__To do__:
Below are some entries. Repeat exactly the lines from the one with "wrist: (763, 1161)" through the one with "thumb cmc: (1273, 770)", and only those.

Exercise input: Begin

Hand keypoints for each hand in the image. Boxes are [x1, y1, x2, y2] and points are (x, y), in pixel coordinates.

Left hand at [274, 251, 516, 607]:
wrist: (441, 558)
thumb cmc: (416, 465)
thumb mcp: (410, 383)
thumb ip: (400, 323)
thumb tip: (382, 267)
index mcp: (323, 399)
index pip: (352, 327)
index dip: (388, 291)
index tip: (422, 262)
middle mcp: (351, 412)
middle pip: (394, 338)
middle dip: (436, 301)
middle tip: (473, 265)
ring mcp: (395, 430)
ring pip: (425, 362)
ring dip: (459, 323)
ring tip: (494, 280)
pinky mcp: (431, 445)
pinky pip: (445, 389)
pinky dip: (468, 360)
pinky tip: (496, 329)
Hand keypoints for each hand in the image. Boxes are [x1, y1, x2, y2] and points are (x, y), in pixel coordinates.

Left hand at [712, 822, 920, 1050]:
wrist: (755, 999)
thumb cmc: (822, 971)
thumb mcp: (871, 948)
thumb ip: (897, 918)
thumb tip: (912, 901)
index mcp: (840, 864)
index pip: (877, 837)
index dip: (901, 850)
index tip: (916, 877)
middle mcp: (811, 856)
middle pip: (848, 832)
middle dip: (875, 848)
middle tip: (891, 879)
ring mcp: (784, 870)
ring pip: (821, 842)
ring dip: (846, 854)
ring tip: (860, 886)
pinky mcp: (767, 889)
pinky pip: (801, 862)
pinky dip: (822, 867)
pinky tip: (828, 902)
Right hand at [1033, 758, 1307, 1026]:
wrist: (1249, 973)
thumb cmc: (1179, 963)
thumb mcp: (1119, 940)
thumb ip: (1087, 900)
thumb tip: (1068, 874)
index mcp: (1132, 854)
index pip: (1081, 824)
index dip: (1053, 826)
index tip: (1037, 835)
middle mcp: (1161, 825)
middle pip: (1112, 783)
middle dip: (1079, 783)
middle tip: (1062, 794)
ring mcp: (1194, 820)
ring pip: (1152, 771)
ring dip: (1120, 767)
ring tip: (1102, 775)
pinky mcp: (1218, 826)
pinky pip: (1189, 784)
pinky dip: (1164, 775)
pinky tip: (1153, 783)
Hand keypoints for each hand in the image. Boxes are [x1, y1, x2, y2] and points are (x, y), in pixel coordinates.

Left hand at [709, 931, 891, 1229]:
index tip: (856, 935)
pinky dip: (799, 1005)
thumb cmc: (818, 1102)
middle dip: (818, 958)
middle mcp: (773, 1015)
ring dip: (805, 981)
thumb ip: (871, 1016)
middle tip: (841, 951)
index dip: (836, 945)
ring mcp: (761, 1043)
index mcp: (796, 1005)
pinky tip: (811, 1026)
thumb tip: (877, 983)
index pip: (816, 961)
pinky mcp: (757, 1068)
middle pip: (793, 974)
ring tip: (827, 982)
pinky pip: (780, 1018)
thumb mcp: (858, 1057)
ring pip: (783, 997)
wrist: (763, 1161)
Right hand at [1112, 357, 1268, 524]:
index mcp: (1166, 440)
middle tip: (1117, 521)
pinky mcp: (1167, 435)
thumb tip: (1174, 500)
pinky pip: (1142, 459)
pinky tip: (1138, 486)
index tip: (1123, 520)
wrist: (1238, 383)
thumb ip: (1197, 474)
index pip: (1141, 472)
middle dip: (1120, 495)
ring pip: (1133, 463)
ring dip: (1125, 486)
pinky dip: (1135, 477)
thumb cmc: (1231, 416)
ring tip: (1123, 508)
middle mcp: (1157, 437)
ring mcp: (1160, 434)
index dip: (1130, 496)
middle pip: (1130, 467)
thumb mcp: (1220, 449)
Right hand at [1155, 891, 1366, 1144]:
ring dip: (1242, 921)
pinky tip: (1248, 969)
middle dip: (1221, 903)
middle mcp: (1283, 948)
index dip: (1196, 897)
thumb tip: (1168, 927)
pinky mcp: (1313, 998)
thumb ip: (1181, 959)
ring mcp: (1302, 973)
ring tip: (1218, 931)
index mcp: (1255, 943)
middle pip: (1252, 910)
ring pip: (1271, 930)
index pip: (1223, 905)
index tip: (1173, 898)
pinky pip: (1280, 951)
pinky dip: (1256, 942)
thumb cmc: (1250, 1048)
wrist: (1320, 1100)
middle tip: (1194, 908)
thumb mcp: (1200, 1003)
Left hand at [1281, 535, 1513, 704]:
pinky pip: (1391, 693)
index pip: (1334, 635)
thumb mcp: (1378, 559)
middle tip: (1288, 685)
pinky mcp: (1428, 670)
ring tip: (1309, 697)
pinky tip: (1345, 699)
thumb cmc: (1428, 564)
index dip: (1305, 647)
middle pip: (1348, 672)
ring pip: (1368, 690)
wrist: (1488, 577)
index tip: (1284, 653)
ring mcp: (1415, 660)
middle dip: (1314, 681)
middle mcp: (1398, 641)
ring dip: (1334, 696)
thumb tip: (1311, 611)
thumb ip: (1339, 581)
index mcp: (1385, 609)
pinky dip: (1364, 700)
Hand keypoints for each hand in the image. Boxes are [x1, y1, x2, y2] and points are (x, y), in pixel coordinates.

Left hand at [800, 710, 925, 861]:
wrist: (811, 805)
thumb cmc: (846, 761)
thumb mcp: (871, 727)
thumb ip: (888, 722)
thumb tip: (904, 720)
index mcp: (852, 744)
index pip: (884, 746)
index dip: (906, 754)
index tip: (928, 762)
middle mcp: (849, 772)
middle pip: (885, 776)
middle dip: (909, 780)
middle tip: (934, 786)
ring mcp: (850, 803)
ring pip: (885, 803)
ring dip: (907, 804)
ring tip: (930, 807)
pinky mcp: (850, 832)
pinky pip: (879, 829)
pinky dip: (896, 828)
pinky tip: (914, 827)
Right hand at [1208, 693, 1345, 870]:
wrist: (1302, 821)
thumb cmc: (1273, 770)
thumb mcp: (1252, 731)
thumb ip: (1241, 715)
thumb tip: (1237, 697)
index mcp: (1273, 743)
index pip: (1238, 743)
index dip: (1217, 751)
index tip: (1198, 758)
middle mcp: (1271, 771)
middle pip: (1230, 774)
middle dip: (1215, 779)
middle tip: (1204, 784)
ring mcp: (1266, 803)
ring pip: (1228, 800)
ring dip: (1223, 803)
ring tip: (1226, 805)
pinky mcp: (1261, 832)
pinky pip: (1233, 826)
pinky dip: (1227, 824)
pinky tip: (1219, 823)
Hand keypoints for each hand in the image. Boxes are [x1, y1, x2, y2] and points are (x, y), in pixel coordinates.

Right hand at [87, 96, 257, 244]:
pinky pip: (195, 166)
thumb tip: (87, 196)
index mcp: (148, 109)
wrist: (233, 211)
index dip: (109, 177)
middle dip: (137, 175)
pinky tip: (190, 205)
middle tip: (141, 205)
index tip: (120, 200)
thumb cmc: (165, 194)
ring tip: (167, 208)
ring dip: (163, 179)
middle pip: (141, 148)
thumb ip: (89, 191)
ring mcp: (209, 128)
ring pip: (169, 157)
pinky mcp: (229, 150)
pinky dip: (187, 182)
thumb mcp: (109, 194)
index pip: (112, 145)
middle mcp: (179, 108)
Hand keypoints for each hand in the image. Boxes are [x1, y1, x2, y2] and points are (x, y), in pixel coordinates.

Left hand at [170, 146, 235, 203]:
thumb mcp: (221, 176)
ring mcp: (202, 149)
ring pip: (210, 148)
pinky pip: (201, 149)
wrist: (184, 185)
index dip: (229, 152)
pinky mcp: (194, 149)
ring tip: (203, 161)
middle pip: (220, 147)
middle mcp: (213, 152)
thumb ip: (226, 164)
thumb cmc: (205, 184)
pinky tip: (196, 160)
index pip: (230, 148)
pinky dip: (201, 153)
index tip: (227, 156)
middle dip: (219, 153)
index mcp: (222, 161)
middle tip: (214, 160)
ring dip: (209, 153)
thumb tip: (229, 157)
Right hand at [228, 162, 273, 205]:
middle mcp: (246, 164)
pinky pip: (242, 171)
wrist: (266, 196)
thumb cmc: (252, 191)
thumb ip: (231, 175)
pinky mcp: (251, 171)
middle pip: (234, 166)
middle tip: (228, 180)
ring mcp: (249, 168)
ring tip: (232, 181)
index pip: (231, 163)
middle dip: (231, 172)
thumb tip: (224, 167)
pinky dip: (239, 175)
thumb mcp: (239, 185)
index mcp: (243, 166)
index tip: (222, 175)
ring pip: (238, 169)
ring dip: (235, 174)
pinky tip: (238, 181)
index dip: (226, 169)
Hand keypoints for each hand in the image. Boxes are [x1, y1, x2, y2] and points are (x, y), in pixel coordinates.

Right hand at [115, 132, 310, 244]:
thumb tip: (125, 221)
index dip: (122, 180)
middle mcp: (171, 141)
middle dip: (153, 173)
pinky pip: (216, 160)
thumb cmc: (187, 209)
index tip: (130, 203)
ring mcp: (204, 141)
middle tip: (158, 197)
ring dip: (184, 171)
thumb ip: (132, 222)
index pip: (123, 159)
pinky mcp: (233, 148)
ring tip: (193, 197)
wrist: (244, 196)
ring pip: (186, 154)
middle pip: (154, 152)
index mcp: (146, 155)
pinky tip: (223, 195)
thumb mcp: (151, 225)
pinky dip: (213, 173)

Exercise input: End

__The answer__:
wrist: (763, 1161)
Right hand at [1112, 357, 1268, 524]:
index mcp: (1166, 440)
middle tip: (1117, 521)
pinky mcp: (1167, 435)
thumb tip: (1174, 500)
pinky pip: (1142, 459)
pinky tip: (1138, 486)
index tip: (1123, 520)
wrist: (1238, 383)
thumb ip: (1197, 474)
index pip: (1141, 472)
middle dip: (1120, 495)
ring pip: (1133, 463)
ring dip: (1125, 486)
pinky dip: (1135, 477)
thumb cmc: (1231, 416)
ring tip: (1123, 508)
middle mcp: (1157, 437)
ring mcp: (1160, 434)
index dip: (1130, 496)
middle pip: (1130, 467)
thumb mcp: (1220, 449)
Right hand at [1155, 891, 1366, 1144]:
ring dip: (1242, 921)
pinky tip: (1248, 969)
middle dip: (1221, 903)
middle mcp: (1283, 948)
index dip: (1196, 897)
thumb tip: (1168, 927)
pinky mcp: (1313, 998)
thumb ip: (1181, 959)
ring mcp: (1302, 973)
ring tip: (1218, 931)
index mcp: (1255, 943)
middle pip: (1252, 910)
ring pip: (1271, 930)
index pip: (1223, 905)
index tip: (1173, 898)
pinky pip: (1280, 951)
pinky dip: (1256, 942)
thumb cmc: (1250, 1048)
wrist: (1320, 1100)
middle tip: (1194, 908)
thumb mcp: (1200, 1003)
Left hand at [1281, 535, 1513, 704]:
pinky pip: (1391, 693)
index pip: (1334, 635)
thumb mcp: (1378, 559)
middle tip: (1288, 685)
pinky mcp: (1428, 670)
ring tip: (1309, 697)
pinky tip: (1345, 699)
thumb cmc: (1428, 564)
index dip: (1305, 647)
middle pip: (1348, 672)
ring pip: (1368, 690)
wrist: (1488, 577)
index tip: (1284, 653)
ring mcp: (1415, 660)
middle dip: (1314, 681)
middle mcp: (1398, 641)
ring dip: (1334, 696)
thumb tip: (1311, 611)
thumb ip: (1339, 581)
index mcp: (1385, 609)
pinky dip: (1364, 700)
Hand keypoints for each hand in the image. Boxes are [x1, y1, x2, y2] and points are (x, y), in pixel coordinates.

Left hand at [800, 710, 925, 861]:
wrist: (811, 805)
thumb cmc: (846, 761)
thumb mcp: (871, 727)
thumb ip: (888, 722)
thumb tip: (904, 720)
index mcp: (852, 744)
index pip: (884, 746)
index dip: (906, 754)
index tip: (928, 762)
middle mcp: (849, 772)
middle pip: (885, 776)
middle dip: (909, 780)
middle tip: (934, 786)
ring mcp: (850, 803)
ring pip: (885, 803)
ring dip: (907, 804)
ring tip: (930, 807)
pinky mcp: (850, 832)
pinky pip: (879, 829)
pinky dip: (896, 828)
pinky tip: (914, 827)
Right hand at [1208, 693, 1345, 870]:
wrist: (1302, 821)
thumb cmc: (1273, 770)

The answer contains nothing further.